Getting that support from company leaders ensured the program could fuse leading research insights. The promising start also made it possible to benefit from the best of other rating system initiatives, like the one being developed by the American Society of Civil Engineers (ASCE). In 2010 ASCE, the American Public Works Association (APWA), and the American Council of Engineering Companies created ISI and by 2011 ISI and the Zofnass Program had entered into a strategic collaboration. Working together, they were able to integrate the best of industry experience with cutting-edge academic research to deliver Envision in 2012.
A promising foundation
But in 2007, none of that was even remotely on the horizon. So it is incredible now to think that at Harvard for the initial meetings, seated around the table to discuss the concept of the rating system, were 25-30 of the most prominent engineering, design, and architectural companies in the industry, together with public agencies and academics. The draw for them was the opportunity to be involved in creating it, developing it, and ensuring that it would be usable and understandable to their clients.
On an individual-professional level, what took place were incredible, fascinating discussions about how it could work, philosophically and technically, participants recall. Gathering in Cambridge, MA, there were sub-meetings for geotechnical, water, and every conceivable discipline. The firms flew their experts in. It was all pre-Zoom.
Paul remained very engaged, always opening major events or announcements, and that dedication to the Zofnass Program for Sustainable Infrastructure continued long after the launch of Envision. “Sometimes he and Joan were coming that morning from New York, and we were not starting before they would arrive,” recalled Prof. Pollalis. “They were at every event — they did not miss one.”
As the rating system initiative progressed and requests went out for financial support to continue the work, once again, Paul Zofnass and his new endeavor at Harvard would almost always receive a “yes.” The opportunity to develop the rating system was too big to let go of.
Single-minded vision
After the early concept meetings, what followed was a very intensive period to create the Envision of today, with its ability to capture and align the total value of infrastructure with the credits and points in the framework across various infrastructure characteristics.

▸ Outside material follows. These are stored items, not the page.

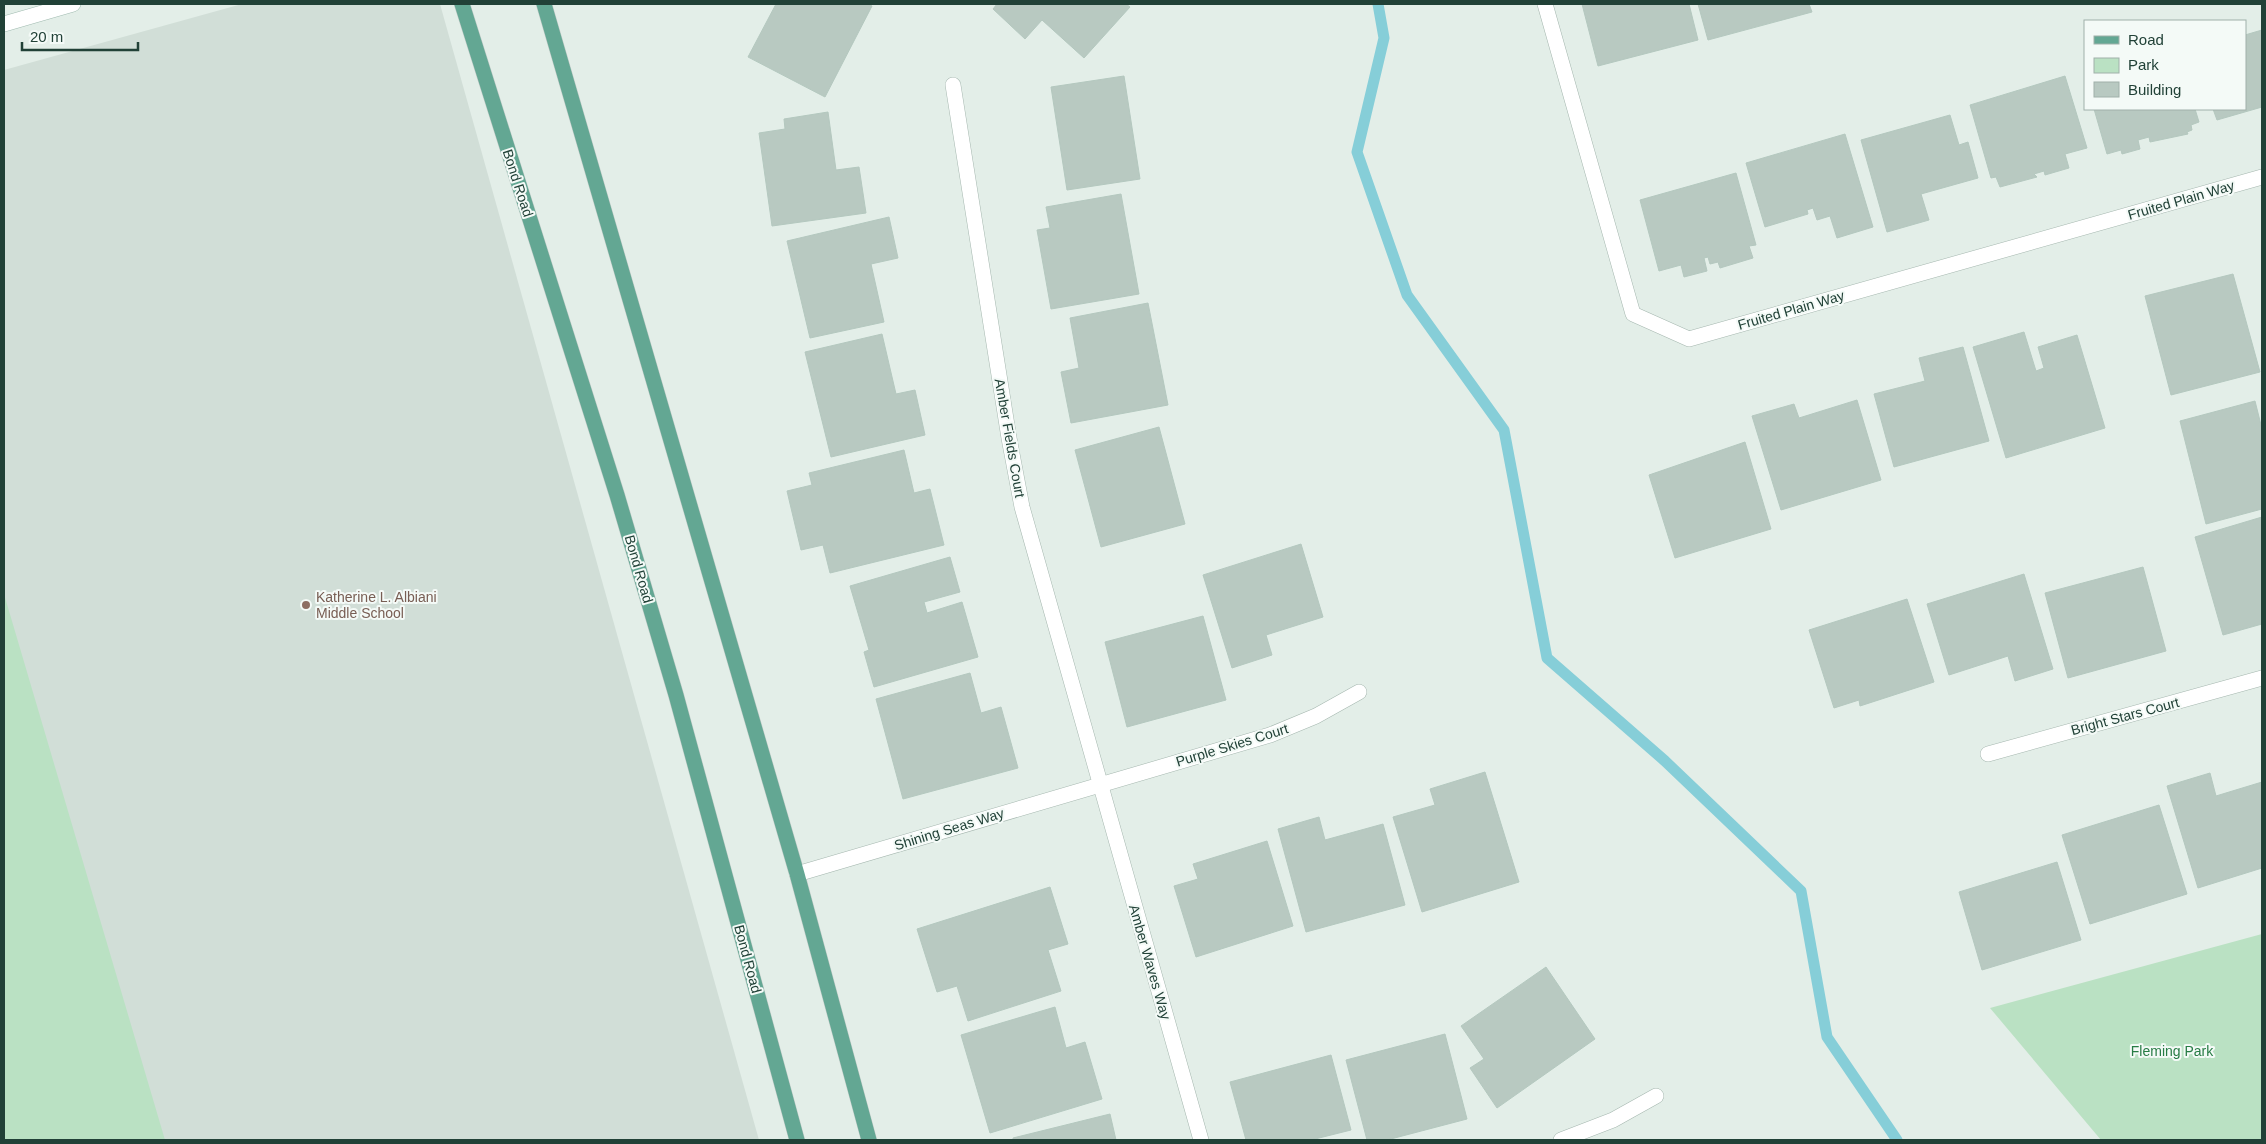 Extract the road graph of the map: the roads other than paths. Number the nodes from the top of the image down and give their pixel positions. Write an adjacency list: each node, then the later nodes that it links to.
1 (73, 4): 5 (street)
2 (462, 4): 14 (main road, Bond Road)
3 (544, 4): 12 (main road)
4 (1545, 4): 7 (street, Fruited Plain Way)
5 (4, 24)
6 (953, 85): 11 (street, Amber Fields Court)
7 (2262, 177)
8 (2262, 678): 10 (street, Bright Stars Court)
9 (1359, 692): 11 (street, Purple Skies Court)
10 (1988, 754)
11 (1100, 784): 12 (street, Shining Seas Way); 16 (street, Amber Waves Way)
12 (797, 874): 15 (main road)
13 (1656, 1096): 17 (street)
14 (798, 1140)
15 (869, 1140)
16 (1201, 1140)
17 (1561, 1140) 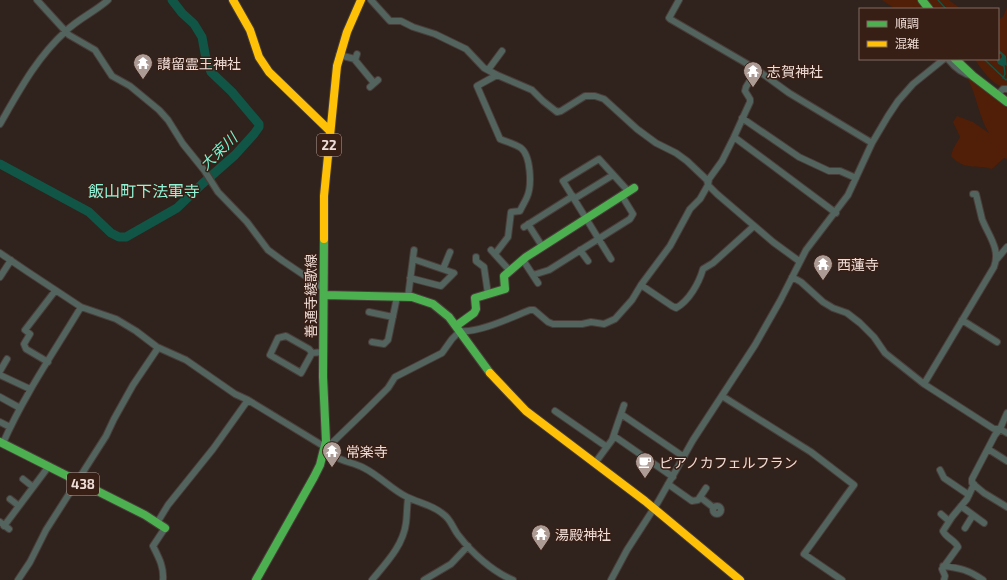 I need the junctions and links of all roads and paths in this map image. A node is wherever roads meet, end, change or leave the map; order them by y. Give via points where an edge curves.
1 (37, 0) edge
2 (108, 0) edge
3 (233, 0) edge
4 (361, 0) edge
5 (371, 0) edge
6 (679, 0) edge
7 (922, 0) edge
8 (928, 8) edge
9 (66, 30) junction
10 (502, 51) dead end
11 (339, 56) junction
12 (943, 60) edge
13 (949, 60) edge
14 (956, 60) edge
15 (488, 70) junction
16 (757, 70) junction
17 (497, 75) junction
18 (973, 76) junction
19 (374, 83) dead end
20 (1007, 89) edge
21 (998, 94) junction
22 (1007, 102) edge
23 (742, 118) junction
24 (0, 124) edge
25 (330, 131) junction
26 (734, 137) junction
27 (872, 143) junction
28 (613, 175) junction
29 (856, 178) junction
30 (708, 185) junction
31 (628, 192) junction
32 (973, 194) dead end
33 (574, 198) junction
34 (836, 212) junction
35 (586, 218) junction
36 (754, 226) junction
37 (598, 238) junction
38 (542, 246) junction
39 (1007, 247) edge
40 (414, 250) dead end
41 (580, 250) junction
42 (450, 252) dead end
43 (0, 253) edge
44 (476, 257) dead end
45 (413, 259) junction
46 (611, 259) dead end
47 (11, 260) junction
48 (523, 260) junction
49 (997, 260) junction
50 (588, 261) dead end
51 (799, 261) junction
52 (443, 269) junction
53 (510, 271) junction
54 (533, 275) junction
55 (0, 277) edge
56 (792, 277) junction
57 (410, 278) junction
58 (538, 283) dead end
59 (641, 285) junction
60 (55, 290) junction
61 (323, 292) junction
62 (488, 294) junction
63 (397, 296) junction
64 (408, 297) junction
65 (81, 307) junction
66 (370, 312) dead end
67 (393, 317) junction
68 (962, 320) junction
69 (458, 328) junction
70 (372, 342) dead end
71 (997, 342) dead end
72 (158, 348) junction
73 (323, 352) junction
74 (312, 353) junction
75 (7, 359) dead end
76 (48, 362) junction
77 (0, 371) edge
78 (0, 374) edge
79 (924, 384) junction
80 (30, 389) junction
81 (722, 396) junction
82 (0, 397) edge
83 (248, 400) junction
84 (624, 405) dead end
85 (20, 408) junction
86 (555, 411) dead end
87 (1007, 413) edge
88 (621, 414) junction
89 (0, 422) edge
90 (10, 427) junction
91 (1000, 429) junction
92 (1007, 433) edge
93 (614, 436) junction
94 (2, 442) edge
95 (608, 446) junction
96 (325, 447) junction
97 (988, 449) junction
98 (684, 457) junction
99 (1007, 461) edge
100 (595, 463) junction
101 (49, 466) junction
102 (940, 470) dead end
103 (673, 476) junction
104 (23, 480) dead end
105 (76, 480) junction
106 (668, 484) junction
107 (974, 484) junction
108 (33, 487) junction
109 (706, 488) dead end
110 (969, 495) junction
111 (700, 497) junction
112 (408, 498) junction
113 (10, 499) dead end
114 (19, 506) junction
115 (961, 506) junction
116 (1007, 507) edge
117 (714, 508) dead end
118 (654, 509) junction
119 (941, 514) dead end
120 (973, 515) junction
121 (949, 521) junction
122 (157, 523) junction
123 (984, 523) dead end
124 (4, 526) edge
125 (165, 528) joint
126 (965, 528) dead end
127 (468, 546) junction
128 (944, 566) junction
129 (833, 574) junction
130 (737, 579) edge
131 (18, 580) edge
132 (163, 580) edge
133 (256, 580) edge
134 (372, 580) edge
135 (424, 580) edge
136 (513, 580) edge
137 (611, 580) edge
138 (829, 580) edge
139 (842, 580) edge
140 (944, 580) edge
141 (983, 580) edge

1 - 9 street
2 - 9 street
3 - 25 main road via 269,72
4 - 11 main road, 善通寺綾歌線 / 22 via 347,28
5 - 15 street via 390,21 402,21 456,43
6 - 16 street via 670,19
7 - 8 main road
9 - 24 street via 44,53
9 - 61 street via 69,35 95,50 112,76 130,86 159,110 218,192 247,222 268,250
10 - 15 street
11 - 19 street via 356,57
11 - 25 main road, 善通寺綾歌線 / 22
12 - 27 street via 913,84 898,101
13 - 18 street via 956,69
14 - 18 main road
15 - 17 street
16 - 23 street via 746,87 750,102
16 - 27 street via 788,93
17 - 30 street via 532,90 557,112 585,96 604,99 637,129 687,161
17 - 53 street via 475,87 490,111 500,139 522,149 531,167 531,189 520,211 511,212 508,237 493,252
18 - 21 main road
20 - 21 street
21 - 22 main road
23 - 26 street
23 - 29 street via 804,160 829,171 840,171
25 - 61 main road, 善通寺綾歌線 / 22 via 324,196
26 - 30 street
26 - 34 street
27 - 29 street
28 - 31 street
28 - 33 street
28 - 33 street via 599,159 563,182
29 - 34 street
30 - 36 street
30 - 59 street via 690,209 670,246
31 - 35 main road
31 - 37 street via 633,214 630,219
32 - 49 street via 976,194
33 - 35 street
33 - 38 street via 526,225
34 - 51 street
35 - 37 street
35 - 38 main road
36 - 51 street
36 - 59 street via 703,269 682,305 676,308
37 - 41 street
37 - 46 street
38 - 48 main road
39 - 49 street
40 - 45 street
41 - 50 street
41 - 54 street via 549,270
42 - 52 street
43 - 47 street
44 - 62 street via 476,261 484,267
45 - 52 street
45 - 57 street
47 - 55 street
47 - 60 street
48 - 53 main road
48 - 54 street
49 - 68 street
51 - 56 street
52 - 57 street via 454,273 441,286
53 - 62 main road via 504,276 505,289
54 - 58 street
56 - 79 street via 823,302 847,313 874,337 885,353
56 - 81 street via 755,345
57 - 64 street
59 - 69 street via 621,312 604,324 553,324 534,310 530,310 466,332
60 - 65 street
60 - 76 street via 25,330 30,334 24,344 26,348
61 - 63 main road
61 - 73 main road, 善通寺綾歌線 / 22
62 - 69 main road via 475,298 474,313
63 - 64 main road
63 - 67 street
64 - 69 main road via 433,304
65 - 72 street via 116,319
65 - 76 street
66 - 67 street
67 - 70 street via 388,340 384,344
68 - 71 street
68 - 79 street
69 - 96 street via 442,353 395,377 388,388 366,410
69 - 100 main road via 490,373 526,411
72 - 83 street via 186,360 235,394
72 - 105 street via 133,384 87,467
73 - 74 street
73 - 96 main road, 善通寺綾歌線 / 22
74 - 74 street via 286,336 278,338 270,355 301,373
75 - 77 street
76 - 80 street
78 - 80 street
79 - 91 street via 994,429
80 - 85 street
81 - 98 street
81 - 129 street via 811,452 854,485 804,554
82 - 85 street
83 - 96 street
83 - 122 street
84 - 88 street
85 - 90 street
86 - 95 street
87 - 91 street
88 - 93 street
88 - 98 street
89 - 90 street
90 - 94 street
91 - 92 street
91 - 97 street
93 - 95 street
93 - 103 street
94 - 101 main road, 438
95 - 100 street
96 - 112 street via 330,454 344,462 364,468
96 - 133 main road, 善通寺綾歌線 / 22 via 314,477
97 - 99 street
97 - 107 street via 972,479
98 - 103 street
100 - 118 main road
101 - 105 main road, 438
101 - 108 street
102 - 110 street via 944,478
103 - 106 street
104 - 108 street
105 - 122 main road, 438
105 - 131 street
106 - 111 street via 692,501
106 - 118 street
107 - 110 street
107 - 116 street
108 - 114 street
109 - 111 street
110 - 115 street
111 - 117 street
112 - 127 street via 444,514
112 - 134 street via 402,539 395,553
113 - 114 street
114 - 124 street
115 - 120 street
115 - 121 street
118 - 130 main road
118 - 137 street
119 - 121 street
120 - 123 street
120 - 126 street
121 - 128 street via 943,531 958,547
122 - 125 main road, 438
125 - 132 street via 153,546 162,565
127 - 135 street via 450,564
127 - 136 street via 488,565 504,577
128 - 140 street
128 - 141 street via 972,572
129 - 138 street
129 - 139 street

Looking back, it was an exceptional feat — combining the required talent and experience in one place to pull it off. One might call it a remarkable confluence, not to say miraculous. But to put it that way might lead you to overlook the convening power, the magnetism, the tenacity, and clarity of vision of someone who succeeded in getting the industry, against considerable odds, to rally around the idea of a single sustainability rating system for infrastructure: Paul Zofnass.